[Stored data]
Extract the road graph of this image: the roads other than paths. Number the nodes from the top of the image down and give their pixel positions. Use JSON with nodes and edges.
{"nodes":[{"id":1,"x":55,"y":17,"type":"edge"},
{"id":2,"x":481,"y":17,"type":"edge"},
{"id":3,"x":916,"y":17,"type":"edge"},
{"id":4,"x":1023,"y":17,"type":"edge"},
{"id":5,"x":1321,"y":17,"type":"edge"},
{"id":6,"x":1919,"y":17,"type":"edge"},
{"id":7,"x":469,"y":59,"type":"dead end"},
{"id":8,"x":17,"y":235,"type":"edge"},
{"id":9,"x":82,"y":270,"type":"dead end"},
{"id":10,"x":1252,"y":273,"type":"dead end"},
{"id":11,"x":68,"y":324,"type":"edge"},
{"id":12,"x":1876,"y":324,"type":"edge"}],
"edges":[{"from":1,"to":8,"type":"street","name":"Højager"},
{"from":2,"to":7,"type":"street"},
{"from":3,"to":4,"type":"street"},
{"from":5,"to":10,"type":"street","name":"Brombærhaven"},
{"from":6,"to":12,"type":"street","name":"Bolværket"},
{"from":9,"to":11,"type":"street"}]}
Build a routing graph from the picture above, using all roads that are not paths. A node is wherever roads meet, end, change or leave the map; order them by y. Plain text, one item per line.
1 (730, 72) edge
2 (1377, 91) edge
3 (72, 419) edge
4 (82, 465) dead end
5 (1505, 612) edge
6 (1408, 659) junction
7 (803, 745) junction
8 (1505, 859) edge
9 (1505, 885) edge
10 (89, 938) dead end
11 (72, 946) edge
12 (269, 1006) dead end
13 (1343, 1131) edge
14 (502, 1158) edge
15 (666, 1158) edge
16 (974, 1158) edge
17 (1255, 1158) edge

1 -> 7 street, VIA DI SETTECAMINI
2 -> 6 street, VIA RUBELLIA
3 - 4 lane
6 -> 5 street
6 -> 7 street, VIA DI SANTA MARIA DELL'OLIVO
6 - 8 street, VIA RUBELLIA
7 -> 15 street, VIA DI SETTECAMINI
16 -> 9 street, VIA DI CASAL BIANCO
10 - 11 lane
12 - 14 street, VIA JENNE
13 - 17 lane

### EXERCISE
Would you output the lines from the one that contains "Build a routing" to the end of the data, both ends included, exactly as they appear?

### REPLY
Build a routing graph from the picture above, using all roads that are not paths. A node is wherever roads meet, end, change or leave the map; order them by y. Plain text, one item per line.
1 (730, 72) edge
2 (1377, 91) edge
3 (72, 419) edge
4 (82, 465) dead end
5 (1505, 612) edge
6 (1408, 659) junction
7 (803, 745) junction
8 (1505, 859) edge
9 (1505, 885) edge
10 (89, 938) dead end
11 (72, 946) edge
12 (269, 1006) dead end
13 (1343, 1131) edge
14 (502, 1158) edge
15 (666, 1158) edge
16 (974, 1158) edge
17 (1255, 1158) edge

1 -> 7 street, VIA DI SETTECAMINI
2 -> 6 street, VIA RUBELLIA
3 - 4 lane
6 -> 5 street
6 -> 7 street, VIA DI SANTA MARIA DELL'OLIVO
6 - 8 street, VIA RUBELLIA
7 -> 15 street, VIA DI SETTECAMINI
16 -> 9 street, VIA DI CASAL BIANCO
10 - 11 lane
12 - 14 street, VIA JENNE
13 - 17 lane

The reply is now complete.